Il collettivo new jazz sbarca in Sardegna
Il gruppo americano Irreversible Entanglements porterà il suo sound unico sull'isola per la prima volta. L'appuntamento è fissato per sabato 2 maggio. La location scelta è il prestigioso Teatro Massimo di Cagliari. L'organizzazione è curata da Jazz in Sardegna e Medinsard, un centro dedicato alla produzione musicale.
Questo collettivo si è affermato come una delle voci più importanti nel panorama del cosiddetto "new jazz". La loro musica attira un pubblico desideroso di esplorare sonorità inedite. Sono particolarmente sensibili ai temi legati all'identità afroamericana, all'avanguardia musicale e all'attivismo sociale.
L'esibizione promette novanta minuti di pura energia sonora. Sarà un'esperienza immersiva e coinvolgente per gli spettatori. L'evento coincide anche con la recente uscita del loro nuovo album. Il disco si intitola "Future, Present, Past". È stato pubblicato lo scorso marzo per la nota etichetta Impulse! Records.
Un quintetto con radici profonde
Il quintetto free jazz vanta membri di grande spessore artistico. La poetessa Camae Ayewa, conosciuta anche come Moor Mother, è una figura leggendaria. Guida a livello mondiale l'attivismo comunitario afrofuturista. Luke Stewart è uno dei contrabbassisti più richiesti della sua generazione.

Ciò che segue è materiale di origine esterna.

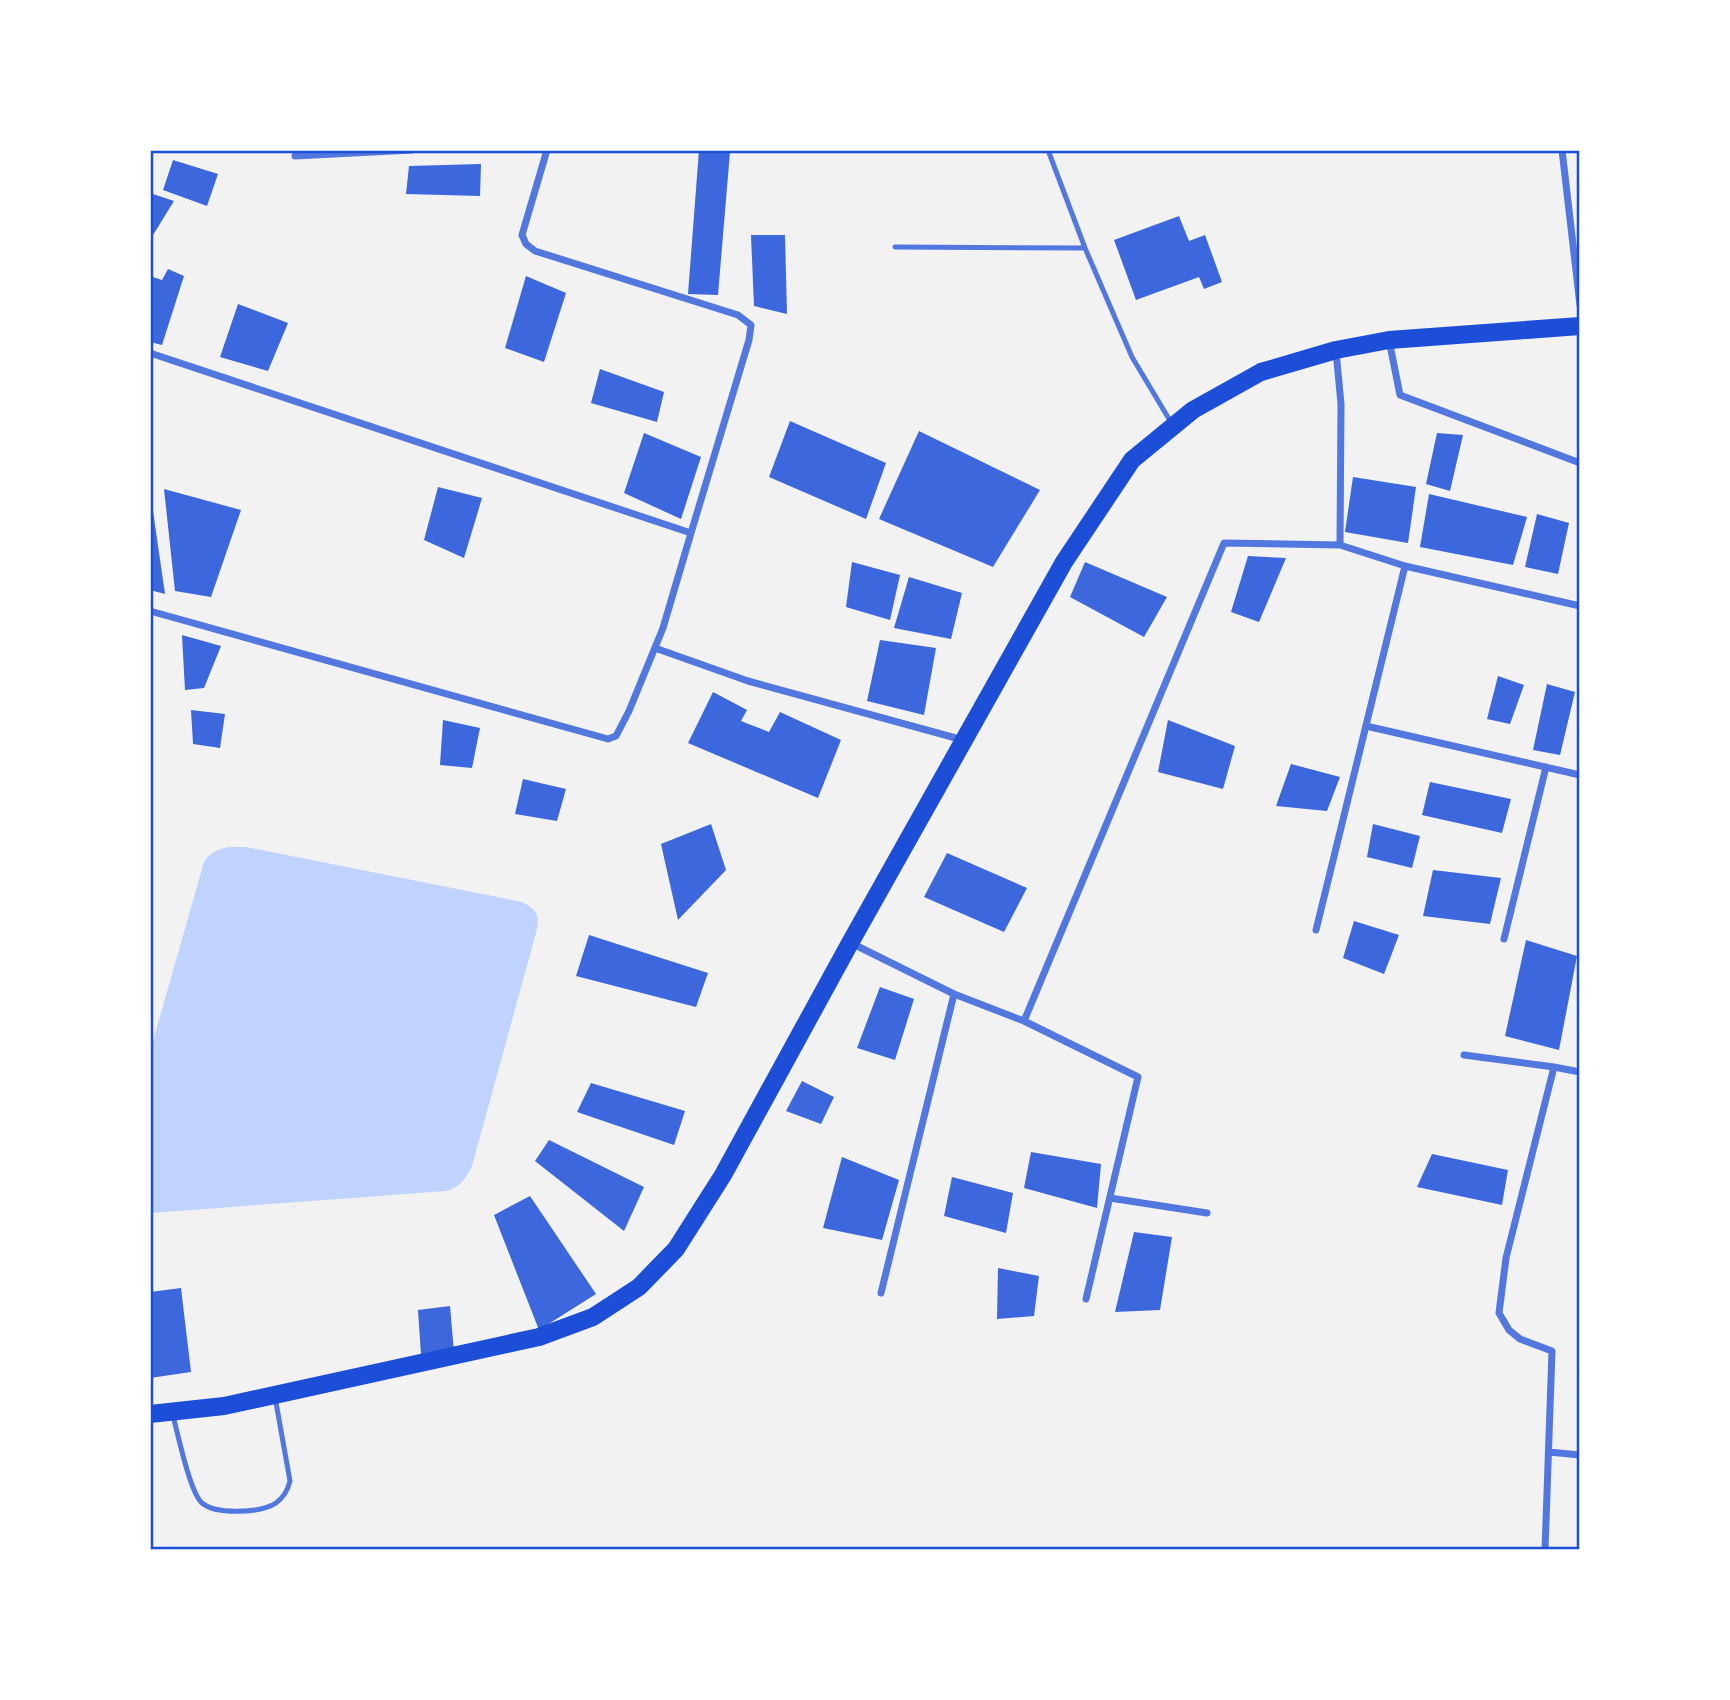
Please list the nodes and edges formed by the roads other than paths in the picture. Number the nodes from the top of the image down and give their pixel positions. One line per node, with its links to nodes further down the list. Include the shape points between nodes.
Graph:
1 (412, 150): 5 (street)
2 (547, 150): 15 (street, via 522,235 526,244 535,251 738,315 751,325)
3 (1048, 150): 7 (lane)
4 (1562, 150): 8 (street)
5 (295, 156)
6 (895, 247): 7 (lane)
7 (1085, 248): 13 (lane, via 1132,357)
8 (1580, 306)
9 (1580, 327): 10 (main road)
10 (1389, 340): 11 (main road); 14 (street, via 1400,395)
11 (1335, 350): 13 (main road, via 1261,372); 16 (street, via 1341,404)
12 (150, 353): 15 (street)
13 (1173, 426): 22 (main road, via 1132,460 1065,562)
14 (1580, 463)
15 (691, 533): 20 (street)
16 (1340, 545): 17 (street); 29 (street, via 1224,543)
17 (1405, 566): 18 (street); 21 (street)
18 (1580, 606)
19 (150, 611): 20 (street, via 608,740 616,736 629,711)
20 (655, 648): 22 (street, via 748,681)
21 (1366, 726): 23 (street); 25 (street)
22 (964, 741): 27 (main road)
23 (1546, 767): 24 (street); 26 (street)
24 (1580, 775)
25 (1316, 930)
26 (1504, 939)
27 (850, 943): 28 (street); 37 (main road, via 723,1175 676,1249 639,1287 593,1317 540,1337)
28 (954, 994): 29 (street); 35 (street)
29 (1024, 1021): 33 (street, via 1138,1077)
30 (1464, 1055): 31 (street)
31 (1554, 1067): 32 (street); 40 (street, via 1507,1258 1499,1313 1520,1339 1552,1351)
32 (1580, 1072)
33 (1110, 1198): 34 (street); 36 (street)
34 (1208, 1213)
35 (881, 1293)
36 (1086, 1299)
37 (274, 1394): 38 (main road, via 224,1406); 38 (lane, via 290,1481 276,1503 263,1509 216,1510 201,1503)
38 (172, 1411): 39 (main road)
39 (150, 1414)
40 (1549, 1451): 41 (street); 42 (street)
41 (1580, 1455)
42 (1545, 1549)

Il sassofonista Keir Neuringer unisce una tecnica d'avanguardia prodigiosa a un forte impegno socio-politico. Alla tromba troviamo Aquiles Navarro. La batteria è affidata a Tcheser Holmes. Questi due musicisti collaborano da tempo con la band. Portano un'inventiva compositiva notevole. Arricchiscono il sound con influenze jazzistiche latine e afro-caraibiche.

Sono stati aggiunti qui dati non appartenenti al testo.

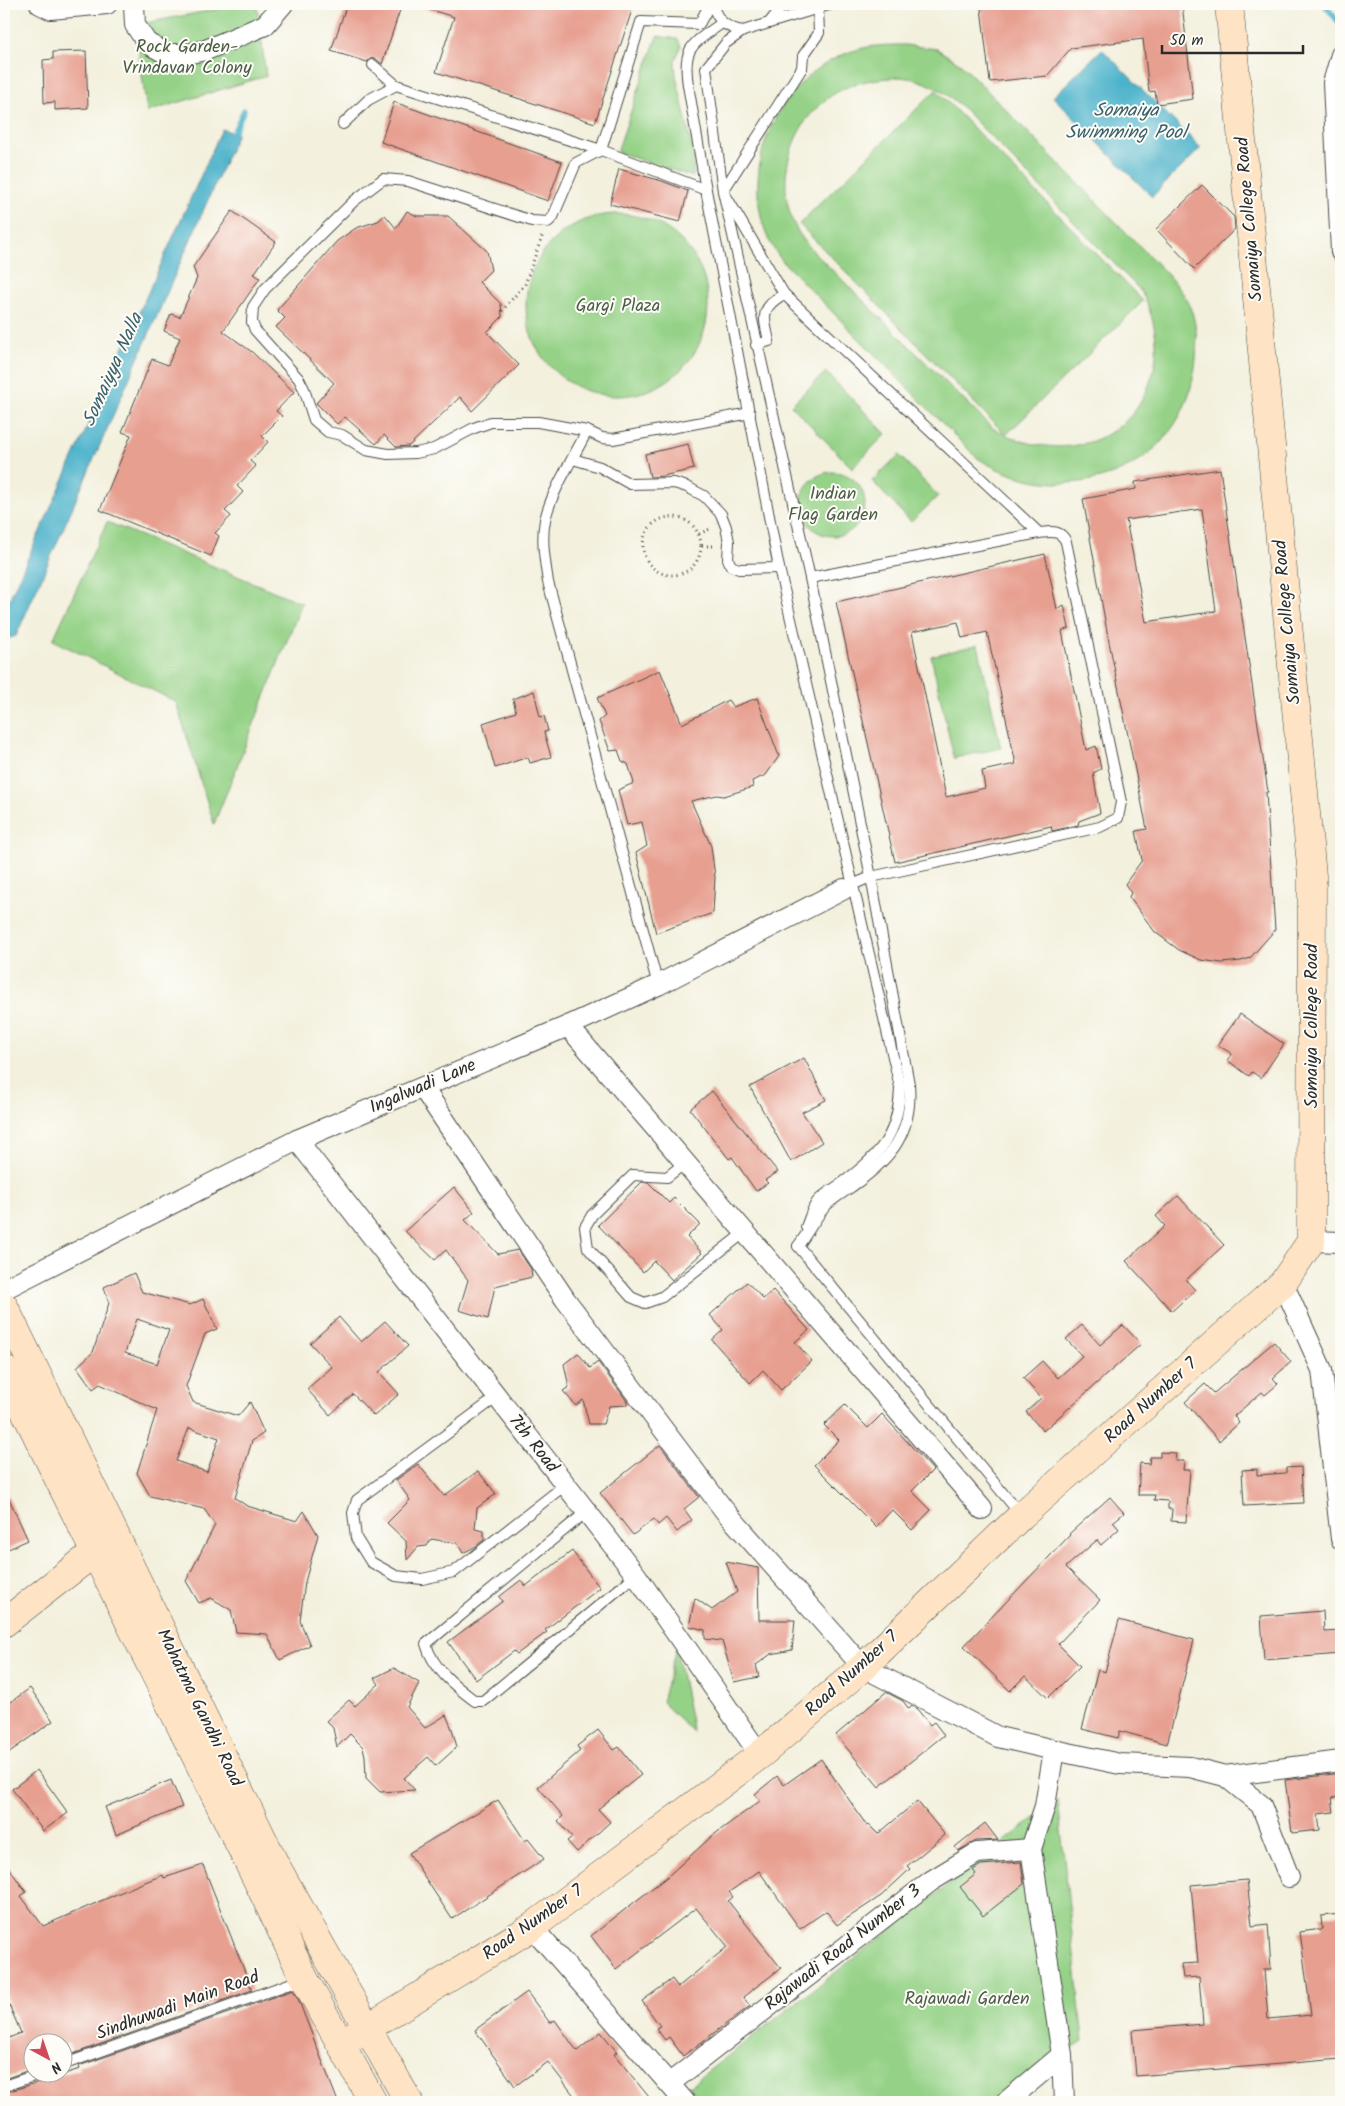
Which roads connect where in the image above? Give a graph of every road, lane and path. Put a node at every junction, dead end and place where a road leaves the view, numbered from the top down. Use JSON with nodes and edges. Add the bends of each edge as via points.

La band si definisce "comunitaria". La loro musica è profondamente improvvisata e ritmica. È intrisa di amore e di un forte impegno sociale. Questo approccio crea un legame speciale con il pubblico.
Origini e impegno sociale del gruppo
Gli Irreversible Entanglements si sono formati nel 2015. Questo periodo era caratterizzato da un forte fermento legato al movimento attivista Black Lives Matter. Il nome stesso del gruppo, "legami irreversibili", riflette questa connessione.
La band è nata durante un evento intitolato "Musicians Against Police Brutality". Questa manifestazione di protesta collettiva fu creata in risposta al tragico omicidio di Akai Gurley. Gurley era un giovane padre afroamericano. Fu ucciso per errore da un agente di polizia nel 2014. L'evento servì anche a raccogliere fondi per la figlia della vittima.
Oggi, il loro viaggio sonoro esplosivo arriva al Teatro Massimo di Cagliari. L'esibizione combinerà improvvisazione e "spoken words". Sarà guidata dalla poetessa Moor Mother. Ci sarà anche la partecipazione speciale di Motherboard. È un amico e collaboratore abituale del gruppo. L'evento promette di essere un'esperienza artistica e sociale di grande impatto.